Brucellosis is an infectious disease caused by the bacterial species now called Brucella in honor of the physician David Bruce, who first discovered the organism in 1887 in spleens from British soldiers fatally infected while stationed on the island of Malta.1 In the first patient, sections of spleen were stained by Gram’s method and also with methylene blue, revealing large numbers of “micrococci”. In another four cases, bits of spleen tissue were inoculated into tubes containing nutrient agar, and small round colonies appeared after incubation at 37°C for 68 h. Upon examination of stained smears under high power, numerous “micrococci” were again visualized. In a second paper, Bruce described the presence of similar bacteria in another fatal case, with organisms measuring 0.0008 to 0.001 mm in diameter, singly and in pairs, scattered throughout the organ. A monkey inoculated with the bacteria died, and organisms were found in its liver and spleen.2 In two later reports, Bruce described the pathology of the disease in man, contrasting it with typhoid fever (no enteric lesions), and malaria (no parasites). He then described the microorganism as Gram-negative.3,4
In 1897 Almroth Wright and his colleagues5,6 described the serum agglutination test which, in modified form, has become the most widely used method for diagnosing brucellosis. In this test, diluted serum was mixed with either live or dead brucella in capillary tubes, and observed for visible clumping. Agglutinating antibodies were found in the sera of infected patients, even when cultures of their blood were sterile. Moreover, the test was said to be “specific” and could be used to distinguish patients with brucellosis from those with typhoid and other enteric fevers.

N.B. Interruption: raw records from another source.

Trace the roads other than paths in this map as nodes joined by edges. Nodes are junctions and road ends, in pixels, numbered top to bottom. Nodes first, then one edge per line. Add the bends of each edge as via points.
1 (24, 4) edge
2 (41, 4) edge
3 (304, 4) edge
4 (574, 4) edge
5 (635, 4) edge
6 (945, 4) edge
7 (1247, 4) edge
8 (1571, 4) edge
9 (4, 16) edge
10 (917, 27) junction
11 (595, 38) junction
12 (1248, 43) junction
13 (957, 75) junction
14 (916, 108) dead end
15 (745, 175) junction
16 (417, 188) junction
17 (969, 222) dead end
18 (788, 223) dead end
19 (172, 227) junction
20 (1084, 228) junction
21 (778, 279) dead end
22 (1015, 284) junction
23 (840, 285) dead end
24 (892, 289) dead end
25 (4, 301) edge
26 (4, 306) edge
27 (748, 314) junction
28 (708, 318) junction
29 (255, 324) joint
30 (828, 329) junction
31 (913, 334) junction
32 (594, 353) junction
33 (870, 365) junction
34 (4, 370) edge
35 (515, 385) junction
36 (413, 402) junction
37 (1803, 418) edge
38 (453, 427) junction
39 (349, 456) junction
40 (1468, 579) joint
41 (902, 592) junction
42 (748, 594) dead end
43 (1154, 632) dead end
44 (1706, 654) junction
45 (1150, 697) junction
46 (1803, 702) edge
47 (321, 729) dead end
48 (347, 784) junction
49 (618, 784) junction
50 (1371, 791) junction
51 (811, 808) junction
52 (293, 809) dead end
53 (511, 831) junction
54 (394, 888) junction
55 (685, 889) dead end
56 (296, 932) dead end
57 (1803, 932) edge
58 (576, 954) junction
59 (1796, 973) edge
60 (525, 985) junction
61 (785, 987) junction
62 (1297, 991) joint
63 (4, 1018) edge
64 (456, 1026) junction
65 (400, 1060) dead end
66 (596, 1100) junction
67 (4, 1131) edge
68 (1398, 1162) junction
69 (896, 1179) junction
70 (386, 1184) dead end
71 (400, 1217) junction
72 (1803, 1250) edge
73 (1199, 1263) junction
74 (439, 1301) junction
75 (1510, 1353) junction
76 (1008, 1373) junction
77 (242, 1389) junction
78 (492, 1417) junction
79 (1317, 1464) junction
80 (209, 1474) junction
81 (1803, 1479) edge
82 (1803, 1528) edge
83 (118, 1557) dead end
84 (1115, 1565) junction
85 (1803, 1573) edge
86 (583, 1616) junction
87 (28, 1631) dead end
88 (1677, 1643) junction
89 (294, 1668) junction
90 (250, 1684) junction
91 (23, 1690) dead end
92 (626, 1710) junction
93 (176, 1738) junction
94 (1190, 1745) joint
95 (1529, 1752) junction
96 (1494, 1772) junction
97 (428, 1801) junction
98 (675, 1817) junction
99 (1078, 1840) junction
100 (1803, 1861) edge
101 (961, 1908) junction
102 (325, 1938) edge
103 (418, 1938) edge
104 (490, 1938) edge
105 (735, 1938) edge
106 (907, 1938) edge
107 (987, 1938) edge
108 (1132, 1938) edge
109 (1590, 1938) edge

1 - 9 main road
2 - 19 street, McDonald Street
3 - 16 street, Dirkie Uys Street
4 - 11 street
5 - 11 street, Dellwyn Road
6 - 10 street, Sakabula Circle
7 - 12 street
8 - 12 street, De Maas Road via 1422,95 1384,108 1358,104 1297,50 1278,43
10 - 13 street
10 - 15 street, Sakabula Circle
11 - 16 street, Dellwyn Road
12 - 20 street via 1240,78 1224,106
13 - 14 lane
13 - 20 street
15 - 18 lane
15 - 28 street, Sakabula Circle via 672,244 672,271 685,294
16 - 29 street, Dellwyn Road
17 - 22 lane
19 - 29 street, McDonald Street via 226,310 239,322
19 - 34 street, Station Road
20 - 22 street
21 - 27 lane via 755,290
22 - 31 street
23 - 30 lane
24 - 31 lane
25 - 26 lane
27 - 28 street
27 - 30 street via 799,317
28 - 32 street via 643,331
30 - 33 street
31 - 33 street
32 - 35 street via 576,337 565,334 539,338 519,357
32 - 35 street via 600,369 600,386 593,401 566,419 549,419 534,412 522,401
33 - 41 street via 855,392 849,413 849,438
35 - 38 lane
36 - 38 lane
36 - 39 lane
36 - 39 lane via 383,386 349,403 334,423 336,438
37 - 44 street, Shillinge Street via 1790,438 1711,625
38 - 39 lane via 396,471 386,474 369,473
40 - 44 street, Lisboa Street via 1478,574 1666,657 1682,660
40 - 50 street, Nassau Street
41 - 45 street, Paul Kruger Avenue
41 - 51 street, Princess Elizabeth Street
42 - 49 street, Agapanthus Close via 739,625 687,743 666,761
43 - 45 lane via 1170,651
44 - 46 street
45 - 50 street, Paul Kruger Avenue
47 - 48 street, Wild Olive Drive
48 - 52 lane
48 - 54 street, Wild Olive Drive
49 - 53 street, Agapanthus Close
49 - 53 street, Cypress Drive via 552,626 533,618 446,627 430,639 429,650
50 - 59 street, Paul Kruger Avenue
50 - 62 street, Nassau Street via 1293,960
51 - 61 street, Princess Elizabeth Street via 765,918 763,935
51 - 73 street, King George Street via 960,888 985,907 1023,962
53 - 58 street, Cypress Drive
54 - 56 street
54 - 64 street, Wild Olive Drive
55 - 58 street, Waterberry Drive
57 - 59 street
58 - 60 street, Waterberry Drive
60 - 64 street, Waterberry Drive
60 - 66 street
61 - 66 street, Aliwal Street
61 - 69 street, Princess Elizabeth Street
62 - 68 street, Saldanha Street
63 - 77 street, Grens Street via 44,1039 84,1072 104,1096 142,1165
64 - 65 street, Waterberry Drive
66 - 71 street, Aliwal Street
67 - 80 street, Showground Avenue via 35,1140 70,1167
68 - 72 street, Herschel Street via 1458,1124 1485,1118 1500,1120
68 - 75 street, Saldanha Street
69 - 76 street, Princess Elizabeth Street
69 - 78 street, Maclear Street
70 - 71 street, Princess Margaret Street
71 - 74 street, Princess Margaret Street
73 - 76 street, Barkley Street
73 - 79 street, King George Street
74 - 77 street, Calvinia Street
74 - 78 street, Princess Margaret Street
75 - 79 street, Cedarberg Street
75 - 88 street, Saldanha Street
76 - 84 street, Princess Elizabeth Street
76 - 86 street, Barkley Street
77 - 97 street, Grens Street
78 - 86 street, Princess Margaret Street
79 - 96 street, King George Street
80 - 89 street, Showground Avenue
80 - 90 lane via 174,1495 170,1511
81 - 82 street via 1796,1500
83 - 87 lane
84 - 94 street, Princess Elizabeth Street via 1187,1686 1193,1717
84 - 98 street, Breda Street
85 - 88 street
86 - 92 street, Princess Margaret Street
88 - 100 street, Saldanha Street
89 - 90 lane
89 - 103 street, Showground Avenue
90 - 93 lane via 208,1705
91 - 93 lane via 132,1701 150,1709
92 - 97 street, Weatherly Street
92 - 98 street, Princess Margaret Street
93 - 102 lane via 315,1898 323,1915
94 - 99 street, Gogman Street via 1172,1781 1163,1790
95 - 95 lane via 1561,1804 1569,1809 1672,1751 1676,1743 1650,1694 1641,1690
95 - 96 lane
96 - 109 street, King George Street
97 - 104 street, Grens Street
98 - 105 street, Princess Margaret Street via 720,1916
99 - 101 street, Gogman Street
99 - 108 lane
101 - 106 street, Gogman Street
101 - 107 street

The same year (1897), M. Louis Hughes published a monograph describing his extensive experience (1890 to 1896) with the disease in Malta, stressing the “undulant” course of the fever in man.7 Hughes confirmed Bruce’s finding that specific microorganisms were present in the enlarged spleens of rare (2%) fatal infections in man, but he found no specific pathological lesions. He also failed to identify the source of the disease (infected goats); instead, he placed the blame on poor sanitary conditions.
In 1904, owing to the high prevalence of “Mediterranean Fever” among civilians and in members of the British Army and Navy in Malta, the Royal Society of London, together with the Governor of Malta, established a Commission with David Bruce as Chairman, to study the disease. The findings of the Mediterranean Fever Commission (see also Chapter 2), were described in a series of seven “Reports” published in London between 1905 and 1907.8 Only those reports relevant to our subject need be reviewed here, as they have been abstracted previously.9, 10, 11 In Part I,8 R. T. Gilmour described a method for cultivating in broth, the causal organism, Micrococcus melitensis, from small amounts of blood from Malta fever victims. E. A. Shaw also found small numbers of the microorganism in the circulation of patients from as early as the 7th day, to as late as the 98th day of the disease (Reference 8, Part I, page 95, Part III, page 5). W. H. Horrocks found that bacteremia persisted in some patients even after they were clinically well (Reference 8, Part III, page 56). Horrocks and J. C. Kennedy also cultured the bacteria from the urine of patients; the bacteria occurred either as sudden gushes of enormous numbers, or as a prolonged excretion of small numbers (Reference 8, Part I, page 21, Part III, page 56).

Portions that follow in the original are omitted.